Work request => Beginning at the line containing "ring mcp: (367, 266)", repeat each line below exactly up to and including the line containing "middle mcp: (217, 179)". Do not repeat the pictures.
-.-.-
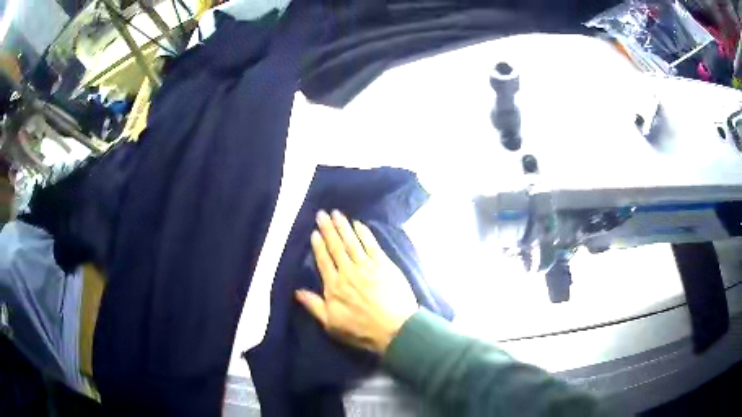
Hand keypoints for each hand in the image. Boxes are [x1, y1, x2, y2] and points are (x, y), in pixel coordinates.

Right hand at [295, 210, 418, 354]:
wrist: (395, 328)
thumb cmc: (362, 330)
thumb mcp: (332, 324)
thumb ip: (314, 306)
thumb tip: (297, 292)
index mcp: (334, 286)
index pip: (323, 261)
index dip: (318, 246)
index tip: (314, 233)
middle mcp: (348, 272)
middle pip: (336, 247)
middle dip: (328, 229)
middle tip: (322, 214)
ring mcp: (367, 266)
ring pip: (352, 242)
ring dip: (343, 226)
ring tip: (336, 213)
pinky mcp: (383, 264)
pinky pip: (371, 244)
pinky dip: (364, 233)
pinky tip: (358, 224)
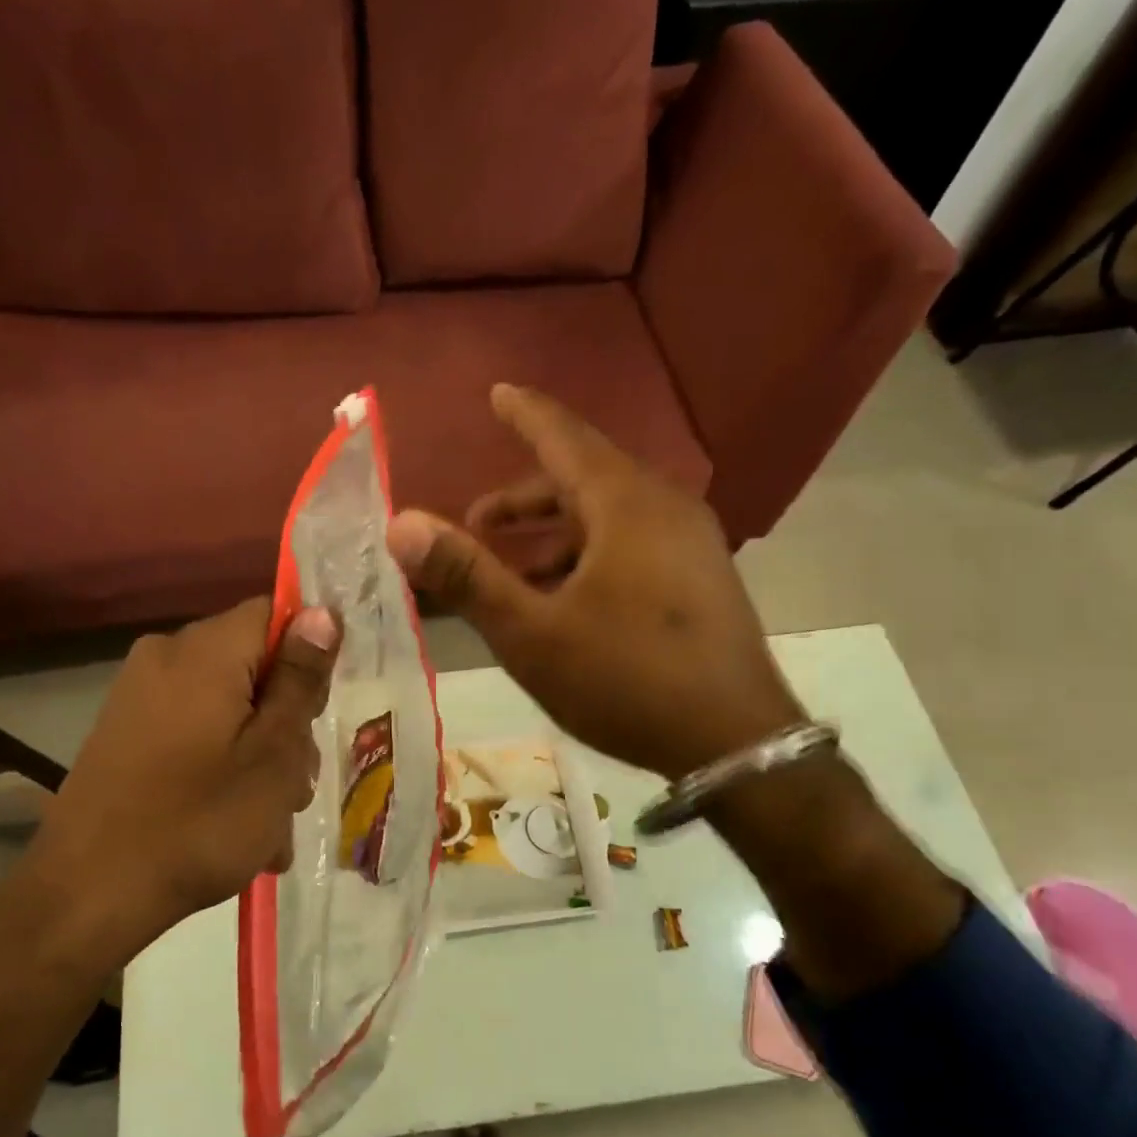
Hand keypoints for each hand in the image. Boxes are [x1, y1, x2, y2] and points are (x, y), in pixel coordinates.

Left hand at [23, 598, 340, 957]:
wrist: (86, 897)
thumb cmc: (199, 821)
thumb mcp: (272, 753)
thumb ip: (300, 679)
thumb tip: (322, 613)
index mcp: (204, 650)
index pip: (276, 613)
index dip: (308, 657)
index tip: (316, 715)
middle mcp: (166, 657)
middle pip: (253, 666)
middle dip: (285, 721)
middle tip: (295, 786)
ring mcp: (139, 696)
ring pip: (229, 707)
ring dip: (259, 756)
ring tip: (269, 826)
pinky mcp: (125, 733)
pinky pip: (195, 732)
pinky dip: (222, 767)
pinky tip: (236, 827)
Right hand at [387, 383, 801, 781]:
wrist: (734, 744)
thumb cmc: (626, 680)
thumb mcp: (532, 633)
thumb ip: (467, 575)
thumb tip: (401, 524)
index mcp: (626, 504)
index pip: (565, 437)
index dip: (525, 414)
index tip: (497, 392)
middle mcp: (664, 508)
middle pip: (583, 480)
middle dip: (523, 498)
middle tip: (474, 523)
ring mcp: (690, 544)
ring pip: (607, 517)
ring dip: (552, 535)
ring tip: (509, 571)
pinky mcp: (699, 579)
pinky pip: (631, 545)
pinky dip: (586, 556)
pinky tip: (562, 600)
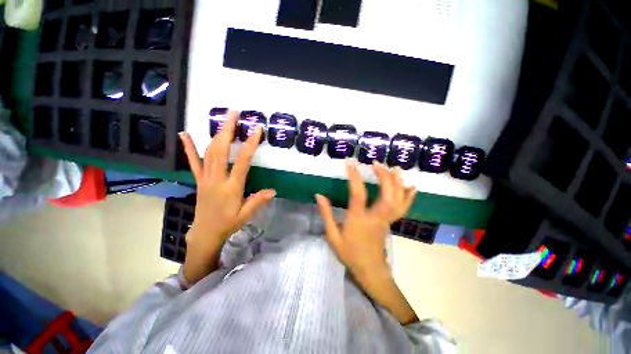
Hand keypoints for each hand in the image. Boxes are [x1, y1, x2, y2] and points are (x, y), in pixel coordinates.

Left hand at [179, 111, 275, 284]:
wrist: (205, 232)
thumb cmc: (228, 223)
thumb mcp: (245, 215)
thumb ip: (258, 201)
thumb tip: (273, 190)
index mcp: (231, 187)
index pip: (242, 161)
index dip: (250, 144)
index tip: (256, 130)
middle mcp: (217, 179)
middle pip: (221, 150)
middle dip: (227, 130)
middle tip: (234, 113)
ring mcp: (205, 178)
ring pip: (209, 152)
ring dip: (216, 133)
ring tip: (223, 119)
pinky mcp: (199, 179)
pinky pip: (193, 161)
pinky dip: (189, 147)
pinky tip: (184, 134)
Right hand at [315, 160, 415, 277]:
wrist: (369, 270)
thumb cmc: (349, 253)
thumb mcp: (332, 235)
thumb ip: (326, 214)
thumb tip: (319, 195)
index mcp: (358, 220)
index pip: (358, 194)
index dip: (354, 176)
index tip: (350, 162)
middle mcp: (376, 218)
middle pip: (386, 195)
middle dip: (383, 176)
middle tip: (376, 162)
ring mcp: (387, 220)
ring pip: (398, 200)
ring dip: (397, 182)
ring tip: (394, 167)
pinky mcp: (391, 222)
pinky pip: (403, 208)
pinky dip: (409, 196)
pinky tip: (411, 186)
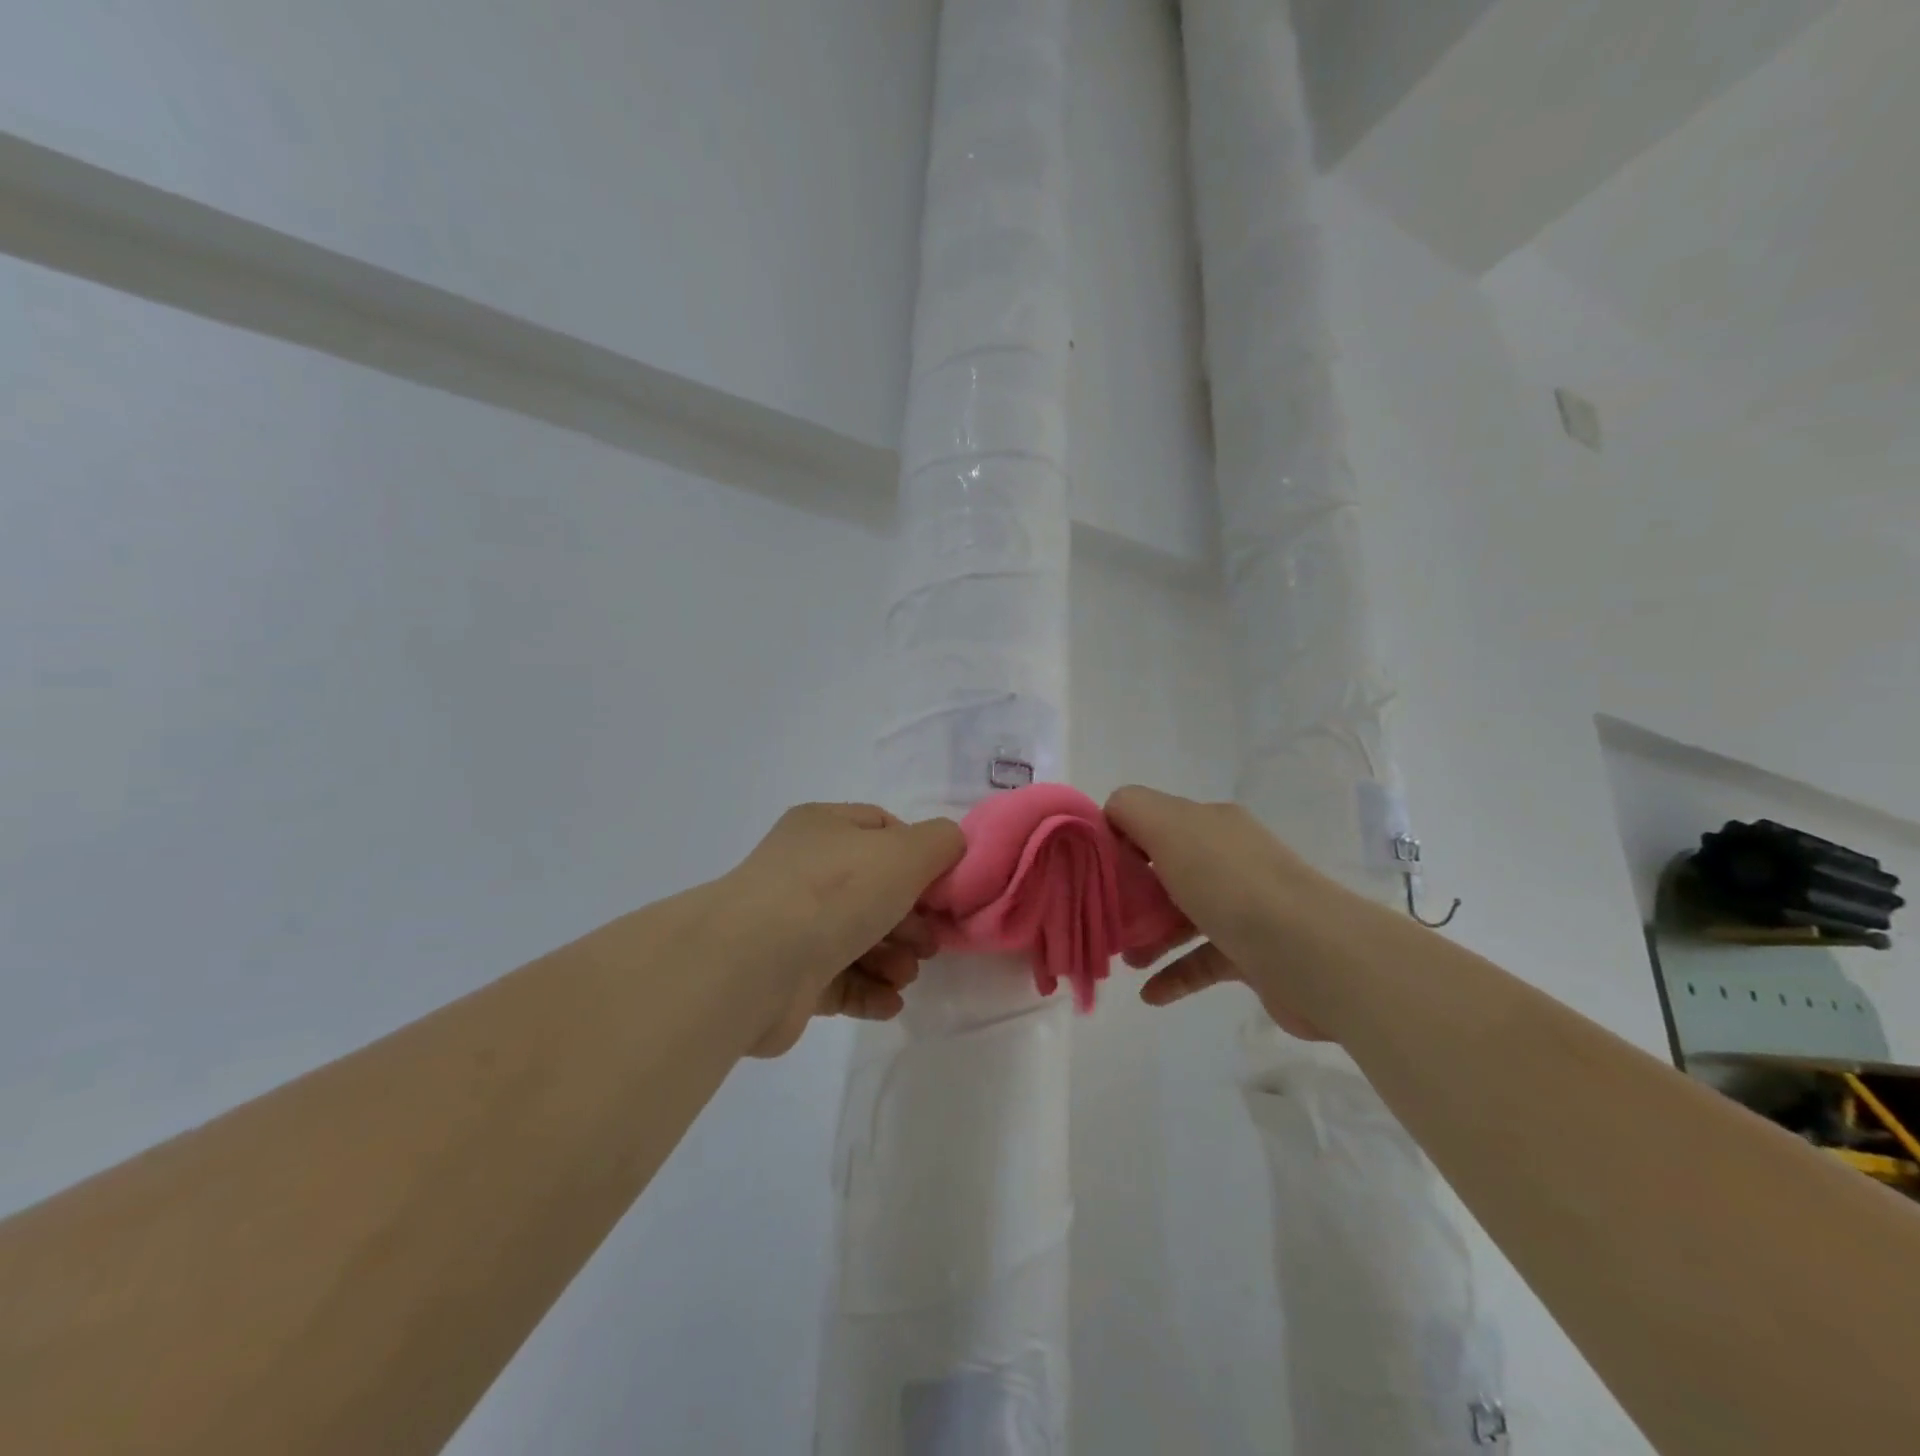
-.-.-
Response =>
ring mcp: (367, 266)
ring pip: (352, 242)
ring dip: (343, 226)
ring tip: (336, 213)
pinky mcp: (383, 264)
pinky pip: (371, 244)
pinky dip: (364, 233)
pinky tip: (358, 224)
Hand keypoints for each hand in the image. Boxes are [x1, y1, x2, y2] and points are (x, y), in pixel coordinates.

Left hand at [23, 598, 340, 957]:
wrist: (86, 897)
thumb cmc: (199, 821)
thumb mcp: (272, 753)
thumb ip: (300, 679)
thumb tip: (322, 613)
index mcp: (204, 650)
index pip: (276, 613)
index dip: (308, 657)
index tip: (316, 715)
middle mcp: (166, 657)
middle pip: (253, 666)
middle dip: (285, 721)
middle tip: (295, 786)
ring mcp: (139, 696)
ring pip: (229, 707)
ring dip: (259, 756)
ring tip: (269, 826)
pinky mcp: (125, 733)
pinky pip: (195, 732)
pinky dip: (222, 767)
pinky tip: (236, 827)
Right hand at [387, 383, 801, 781]:
wrist: (734, 744)
thumb cmc: (626, 680)
thumb mcp: (532, 633)
thumb ip: (467, 575)
thumb tip: (401, 524)
index mcp: (626, 504)
index pip: (565, 437)
index dip: (525, 414)
index tip: (497, 392)
middle mcp: (664, 508)
middle pip: (583, 480)
middle dip: (523, 498)
middle tip: (474, 523)
ring mcp: (690, 544)
ring pip: (607, 517)
ring dip: (552, 535)
ring tip: (509, 571)
pinky mcp: (699, 579)
pinky pip: (631, 545)
pinky dip: (586, 556)
pinky tip: (562, 600)
Hand keypoints for each hand in the image. Boxes are [x1, y1, x2, y2] and points are (x, y), in pixel coordinates.

Left hand at [179, 111, 275, 284]:
wrist: (205, 232)
thumb cmc: (228, 223)
thumb mcp: (245, 215)
thumb ip: (258, 201)
thumb tip: (273, 190)
index mcp: (231, 187)
index pip: (242, 161)
index dip: (250, 144)
index tip: (256, 130)
middle mcp: (217, 179)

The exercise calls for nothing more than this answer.